(Available data begins)

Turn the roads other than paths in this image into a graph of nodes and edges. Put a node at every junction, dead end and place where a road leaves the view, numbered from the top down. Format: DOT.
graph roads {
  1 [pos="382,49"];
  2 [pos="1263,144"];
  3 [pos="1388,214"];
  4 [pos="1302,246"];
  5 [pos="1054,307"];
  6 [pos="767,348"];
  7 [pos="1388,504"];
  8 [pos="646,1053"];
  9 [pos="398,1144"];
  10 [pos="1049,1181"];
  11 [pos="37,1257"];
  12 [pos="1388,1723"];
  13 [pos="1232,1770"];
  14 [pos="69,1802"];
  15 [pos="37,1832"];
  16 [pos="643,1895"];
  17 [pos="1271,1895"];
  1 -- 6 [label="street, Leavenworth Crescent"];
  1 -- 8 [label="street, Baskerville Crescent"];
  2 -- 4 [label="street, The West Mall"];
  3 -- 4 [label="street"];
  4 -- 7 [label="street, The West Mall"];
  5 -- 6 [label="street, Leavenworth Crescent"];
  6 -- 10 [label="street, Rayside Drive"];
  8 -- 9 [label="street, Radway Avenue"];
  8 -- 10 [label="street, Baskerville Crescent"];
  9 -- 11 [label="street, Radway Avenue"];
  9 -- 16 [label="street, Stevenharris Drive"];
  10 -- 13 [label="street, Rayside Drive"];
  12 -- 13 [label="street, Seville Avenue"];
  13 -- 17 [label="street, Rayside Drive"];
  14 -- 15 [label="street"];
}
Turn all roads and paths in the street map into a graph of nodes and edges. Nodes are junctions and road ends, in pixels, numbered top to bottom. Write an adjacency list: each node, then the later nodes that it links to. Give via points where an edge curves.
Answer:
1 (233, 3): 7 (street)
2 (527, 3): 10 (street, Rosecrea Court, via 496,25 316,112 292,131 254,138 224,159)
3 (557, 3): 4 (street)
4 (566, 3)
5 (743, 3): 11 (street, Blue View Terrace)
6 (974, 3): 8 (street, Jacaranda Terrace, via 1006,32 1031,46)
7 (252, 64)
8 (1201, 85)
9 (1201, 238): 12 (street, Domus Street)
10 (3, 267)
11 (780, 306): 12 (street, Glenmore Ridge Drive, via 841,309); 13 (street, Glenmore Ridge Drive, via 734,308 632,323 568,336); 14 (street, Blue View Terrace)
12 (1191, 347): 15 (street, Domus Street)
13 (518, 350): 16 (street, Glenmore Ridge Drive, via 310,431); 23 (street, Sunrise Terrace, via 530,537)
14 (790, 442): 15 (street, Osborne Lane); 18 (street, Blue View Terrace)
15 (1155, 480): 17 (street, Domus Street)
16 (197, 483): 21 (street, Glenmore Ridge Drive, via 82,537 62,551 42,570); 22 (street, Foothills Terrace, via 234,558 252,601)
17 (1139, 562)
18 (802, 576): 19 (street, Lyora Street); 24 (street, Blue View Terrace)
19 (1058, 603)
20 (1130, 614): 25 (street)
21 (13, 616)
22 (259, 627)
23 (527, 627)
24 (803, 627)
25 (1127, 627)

(Available data ends)

Your instructions »
Starting at the first line of the data above, please restate word for word every line up to and including the one that holds "Turn all roads", and add nothing else.

Reply to the exercise »
Turn the roads other than paths in this image into a graph of nodes and edges. Put a node at every junction, dead end and place where a road leaves the view, numbered from the top down. Format: DOT.
graph roads {
  1 [pos="382,49"];
  2 [pos="1263,144"];
  3 [pos="1388,214"];
  4 [pos="1302,246"];
  5 [pos="1054,307"];
  6 [pos="767,348"];
  7 [pos="1388,504"];
  8 [pos="646,1053"];
  9 [pos="398,1144"];
  10 [pos="1049,1181"];
  11 [pos="37,1257"];
  12 [pos="1388,1723"];
  13 [pos="1232,1770"];
  14 [pos="69,1802"];
  15 [pos="37,1832"];
  16 [pos="643,1895"];
  17 [pos="1271,1895"];
  1 -- 6 [label="street, Leavenworth Crescent"];
  1 -- 8 [label="street, Baskerville Crescent"];
  2 -- 4 [label="street, The West Mall"];
  3 -- 4 [label="street"];
  4 -- 7 [label="street, The West Mall"];
  5 -- 6 [label="street, Leavenworth Crescent"];
  6 -- 10 [label="street, Rayside Drive"];
  8 -- 9 [label="street, Radway Avenue"];
  8 -- 10 [label="street, Baskerville Crescent"];
  9 -- 11 [label="street, Radway Avenue"];
  9 -- 16 [label="street, Stevenharris Drive"];
  10 -- 13 [label="street, Rayside Drive"];
  12 -- 13 [label="street, Seville Avenue"];
  13 -- 17 [label="street, Rayside Drive"];
  14 -- 15 [label="street"];
}
Turn all roads and paths in the street map into a graph of nodes and edges. Nodes are junctions and road ends, in pixels, numbered top to bottom. Write an adjacency list: each node, then the later nodes that it links to. Give via points where an edge curves.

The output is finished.